Masterminds / html5-php

An HTML5 parser and serializer for PHP.
http://masterminds.github.io/html5-php/
Other
1.59k stars 114 forks source link

Parsing document with a lot of HTML tags is slow #181

Open alecpl opened 4 years ago

alecpl commented 4 years ago

I have a script that generates a HTML sample that is ~1.5MB in size. It emulates a real-world example. Then I parse it.

$html = '<HTML><BODY>';
$lines = 20000;
while ($lines--) {
    $html .= '<P DIR=LTR><SPAN LANG="en-gb"><FONT FACE="Consolas">&gt;&gt; </FONT></SPAN></P>';
}

$html5 = new Masterminds\HTML5();
$node  = $html5->loadHTML($html);

and here's the result:

PHP Fatal error:  Maximum execution time of 120 seconds exceeded in vendor/masterminds/html5/src/HTML5/Parser/DOMTreeBuilder.php on line 433
PHP Stack trace:
PHP   1. {main}() test.php:0
PHP   2. Masterminds\HTML5->loadHTML() test.php:23
PHP   3. Masterminds\HTML5->parse() vendor/masterminds/html5/src/HTML5.php:98
PHP   4. Masterminds\HTML5\Parser\Tokenizer->parse() vendor/masterminds/html5/src/HTML5.php:174
PHP   5. Masterminds\HTML5\Parser\Tokenizer->consumeData() vendor/masterminds/html5/src/HTML5/Parser/Tokenizer.php:89
PHP   6. Masterminds\HTML5\Parser\Tokenizer->tagOpen() vendor/masterminds/html5/src/HTML5/Parser/Tokenizer.php:132
PHP   7. Masterminds\HTML5\Parser\Tokenizer->tagName() vendor/masterminds/html5/src/HTML5/Parser/Tokenizer.php:284
PHP   8. Masterminds\HTML5\Parser\DOMTreeBuilder->startTag() vendor/masterminds/html5/src/HTML5/Parser/Tokenizer.php:388

I tested this with 2.7.0 and some older versions with no success. The sample half of that size works, but it takes 27 seconds to finish (so it's not linear).

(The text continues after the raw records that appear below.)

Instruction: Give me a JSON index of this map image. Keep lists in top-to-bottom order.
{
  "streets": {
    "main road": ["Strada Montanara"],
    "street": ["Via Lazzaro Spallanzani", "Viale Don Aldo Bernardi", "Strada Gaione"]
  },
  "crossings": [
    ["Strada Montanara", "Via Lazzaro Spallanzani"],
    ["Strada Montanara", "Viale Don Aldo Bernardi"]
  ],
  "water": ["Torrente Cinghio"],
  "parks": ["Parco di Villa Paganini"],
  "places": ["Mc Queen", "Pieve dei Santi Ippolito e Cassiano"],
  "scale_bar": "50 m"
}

Cross-ref: https://github.com/roundcube/roundcubemail/issues/7331

goetas commented 4 years ago

Have you tried to debug it with backfire or some other profiler?

alecpl commented 4 years ago

I didn't yet, but I can add that the specific content is not that important, the number of tags is. So, it looks like this library has problem with parsing big HTML pages. FYI, DOMDocument parses the sample in less than a second.

alecpl commented 4 years ago

I'm not sure how useful is that, but here's xdebug profile on a smaller sample. Sorry, for Polish language, but forcing English in KCacheGrind didn't work. xdebug

alecpl commented 4 years ago

So, it looks like a DOMElement::appendChild() is the main bottleneck. Here's some performance stats showing how number of tags makes a difference. PHP 7.4.

Tags  |  Time
---------------
10k   |   1.3s
20k   |   3.3s
30k   |   7.9s
40k   |  16.4s
50k   |  28.3s
goetas commented 4 years ago

can you try to benchmark appendChild alone and see if that slows down after a certain number of tags?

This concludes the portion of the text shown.